§ Exercise material

++++++++

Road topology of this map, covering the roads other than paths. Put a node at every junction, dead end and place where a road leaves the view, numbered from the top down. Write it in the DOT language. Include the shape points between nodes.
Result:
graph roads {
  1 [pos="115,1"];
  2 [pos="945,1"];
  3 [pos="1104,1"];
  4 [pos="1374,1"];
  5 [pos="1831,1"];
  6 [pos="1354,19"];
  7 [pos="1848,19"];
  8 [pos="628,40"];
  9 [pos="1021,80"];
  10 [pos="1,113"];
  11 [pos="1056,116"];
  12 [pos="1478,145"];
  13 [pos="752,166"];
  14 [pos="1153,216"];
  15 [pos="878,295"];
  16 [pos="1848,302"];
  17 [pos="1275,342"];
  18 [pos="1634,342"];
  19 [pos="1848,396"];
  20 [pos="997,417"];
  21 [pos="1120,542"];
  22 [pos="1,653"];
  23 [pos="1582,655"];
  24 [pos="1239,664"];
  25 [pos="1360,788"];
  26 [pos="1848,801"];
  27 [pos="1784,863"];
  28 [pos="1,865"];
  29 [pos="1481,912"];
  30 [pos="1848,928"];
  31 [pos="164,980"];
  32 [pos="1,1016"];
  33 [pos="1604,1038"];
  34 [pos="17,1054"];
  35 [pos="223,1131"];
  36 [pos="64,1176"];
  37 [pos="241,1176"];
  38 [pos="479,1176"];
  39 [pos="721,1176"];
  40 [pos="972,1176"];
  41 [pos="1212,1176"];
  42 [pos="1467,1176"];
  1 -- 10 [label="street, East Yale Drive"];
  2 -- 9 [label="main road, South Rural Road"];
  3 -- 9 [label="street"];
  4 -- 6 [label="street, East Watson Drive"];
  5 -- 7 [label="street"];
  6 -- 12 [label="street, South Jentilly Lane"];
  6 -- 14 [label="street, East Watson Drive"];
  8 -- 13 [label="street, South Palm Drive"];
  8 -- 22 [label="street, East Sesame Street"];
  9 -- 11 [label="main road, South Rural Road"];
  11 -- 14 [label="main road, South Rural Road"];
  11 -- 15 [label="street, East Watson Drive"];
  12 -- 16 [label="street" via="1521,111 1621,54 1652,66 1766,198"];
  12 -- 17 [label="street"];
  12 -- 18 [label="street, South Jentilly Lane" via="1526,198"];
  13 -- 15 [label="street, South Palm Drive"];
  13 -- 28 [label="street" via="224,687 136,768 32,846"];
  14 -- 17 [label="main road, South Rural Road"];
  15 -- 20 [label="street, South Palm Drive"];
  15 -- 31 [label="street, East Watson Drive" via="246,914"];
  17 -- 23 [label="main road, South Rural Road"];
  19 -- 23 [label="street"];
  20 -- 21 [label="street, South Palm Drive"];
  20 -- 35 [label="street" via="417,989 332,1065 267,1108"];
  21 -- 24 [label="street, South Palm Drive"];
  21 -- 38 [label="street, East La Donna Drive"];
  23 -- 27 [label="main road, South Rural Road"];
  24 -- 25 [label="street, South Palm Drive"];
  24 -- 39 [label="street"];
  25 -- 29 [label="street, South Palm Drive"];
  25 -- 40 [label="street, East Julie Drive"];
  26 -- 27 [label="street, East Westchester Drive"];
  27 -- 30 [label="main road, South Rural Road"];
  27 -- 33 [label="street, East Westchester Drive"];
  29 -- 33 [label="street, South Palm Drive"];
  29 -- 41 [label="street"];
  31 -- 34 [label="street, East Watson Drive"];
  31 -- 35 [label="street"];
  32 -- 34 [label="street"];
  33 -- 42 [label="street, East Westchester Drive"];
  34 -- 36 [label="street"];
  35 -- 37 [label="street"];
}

++++++++

§ Directions
Type out the listing again with nothing changed.

§ Answer section
Road topology of this map, covering the roads other than paths. Put a node at every junction, dead end and place where a road leaves the view, numbered from the top down. Write it in the DOT language. Include the shape points between nodes.
Result:
graph roads {
  1 [pos="115,1"];
  2 [pos="945,1"];
  3 [pos="1104,1"];
  4 [pos="1374,1"];
  5 [pos="1831,1"];
  6 [pos="1354,19"];
  7 [pos="1848,19"];
  8 [pos="628,40"];
  9 [pos="1021,80"];
  10 [pos="1,113"];
  11 [pos="1056,116"];
  12 [pos="1478,145"];
  13 [pos="752,166"];
  14 [pos="1153,216"];
  15 [pos="878,295"];
  16 [pos="1848,302"];
  17 [pos="1275,342"];
  18 [pos="1634,342"];
  19 [pos="1848,396"];
  20 [pos="997,417"];
  21 [pos="1120,542"];
  22 [pos="1,653"];
  23 [pos="1582,655"];
  24 [pos="1239,664"];
  25 [pos="1360,788"];
  26 [pos="1848,801"];
  27 [pos="1784,863"];
  28 [pos="1,865"];
  29 [pos="1481,912"];
  30 [pos="1848,928"];
  31 [pos="164,980"];
  32 [pos="1,1016"];
  33 [pos="1604,1038"];
  34 [pos="17,1054"];
  35 [pos="223,1131"];
  36 [pos="64,1176"];
  37 [pos="241,1176"];
  38 [pos="479,1176"];
  39 [pos="721,1176"];
  40 [pos="972,1176"];
  41 [pos="1212,1176"];
  42 [pos="1467,1176"];
  1 -- 10 [label="street, East Yale Drive"];
  2 -- 9 [label="main road, South Rural Road"];
  3 -- 9 [label="street"];
  4 -- 6 [label="street, East Watson Drive"];
  5 -- 7 [label="street"];
  6 -- 12 [label="street, South Jentilly Lane"];
  6 -- 14 [label="street, East Watson Drive"];
  8 -- 13 [label="street, South Palm Drive"];
  8 -- 22 [label="street, East Sesame Street"];
  9 -- 11 [label="main road, South Rural Road"];
  11 -- 14 [label="main road, South Rural Road"];
  11 -- 15 [label="street, East Watson Drive"];
  12 -- 16 [label="street" via="1521,111 1621,54 1652,66 1766,198"];
  12 -- 17 [label="street"];
  12 -- 18 [label="street, South Jentilly Lane" via="1526,198"];
  13 -- 15 [label="street, South Palm Drive"];
  13 -- 28 [label="street" via="224,687 136,768 32,846"];
  14 -- 17 [label="main road, South Rural Road"];
  15 -- 20 [label="street, South Palm Drive"];
  15 -- 31 [label="street, East Watson Drive" via="246,914"];
  17 -- 23 [label="main road, South Rural Road"];
  19 -- 23 [label="street"];
  20 -- 21 [label="street, South Palm Drive"];
  20 -- 35 [label="street" via="417,989 332,1065 267,1108"];
  21 -- 24 [label="street, South Palm Drive"];
  21 -- 38 [label="street, East La Donna Drive"];
  23 -- 27 [label="main road, South Rural Road"];
  24 -- 25 [label="street, South Palm Drive"];
  24 -- 39 [label="street"];
  25 -- 29 [label="street, South Palm Drive"];
  25 -- 40 [label="street, East Julie Drive"];
  26 -- 27 [label="street, East Westchester Drive"];
  27 -- 30 [label="main road, South Rural Road"];
  27 -- 33 [label="street, East Westchester Drive"];
  29 -- 33 [label="street, South Palm Drive"];
  29 -- 41 [label="street"];
  31 -- 34 [label="street, East Watson Drive"];
  31 -- 35 [label="street"];
  32 -- 34 [label="street"];
  33 -- 42 [label="street, East Westchester Drive"];
  34 -- 36 [label="street"];
  35 -- 37 [label="street"];
}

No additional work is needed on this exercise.